● **Task description**
All the entries below should be reproduced exactly.

[Saved entries]
/---
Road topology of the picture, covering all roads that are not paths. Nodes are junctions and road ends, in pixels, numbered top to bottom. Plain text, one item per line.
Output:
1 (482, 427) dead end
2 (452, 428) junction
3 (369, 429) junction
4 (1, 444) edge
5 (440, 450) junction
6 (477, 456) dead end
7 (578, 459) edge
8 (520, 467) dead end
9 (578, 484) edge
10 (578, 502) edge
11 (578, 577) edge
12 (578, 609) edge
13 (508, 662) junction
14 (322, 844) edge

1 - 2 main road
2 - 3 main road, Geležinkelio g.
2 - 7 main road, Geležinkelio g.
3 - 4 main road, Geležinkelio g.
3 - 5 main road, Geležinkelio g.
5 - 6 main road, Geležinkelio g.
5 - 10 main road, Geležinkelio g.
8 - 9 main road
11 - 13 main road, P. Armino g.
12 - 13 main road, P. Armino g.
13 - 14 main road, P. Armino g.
\---
● **Task response**
Road topology of the picture, covering all roads that are not paths. Nodes are junctions and road ends, in pixels, numbered top to bottom. Plain text, one item per line.
Output:
1 (482, 427) dead end
2 (452, 428) junction
3 (369, 429) junction
4 (1, 444) edge
5 (440, 450) junction
6 (477, 456) dead end
7 (578, 459) edge
8 (520, 467) dead end
9 (578, 484) edge
10 (578, 502) edge
11 (578, 577) edge
12 (578, 609) edge
13 (508, 662) junction
14 (322, 844) edge

1 - 2 main road
2 - 3 main road, Geležinkelio g.
2 - 7 main road, Geležinkelio g.
3 - 4 main road, Geležinkelio g.
3 - 5 main road, Geležinkelio g.
5 - 6 main road, Geležinkelio g.
5 - 10 main road, Geležinkelio g.
8 - 9 main road
11 - 13 main road, P. Armino g.
12 - 13 main road, P. Armino g.
13 - 14 main road, P. Armino g.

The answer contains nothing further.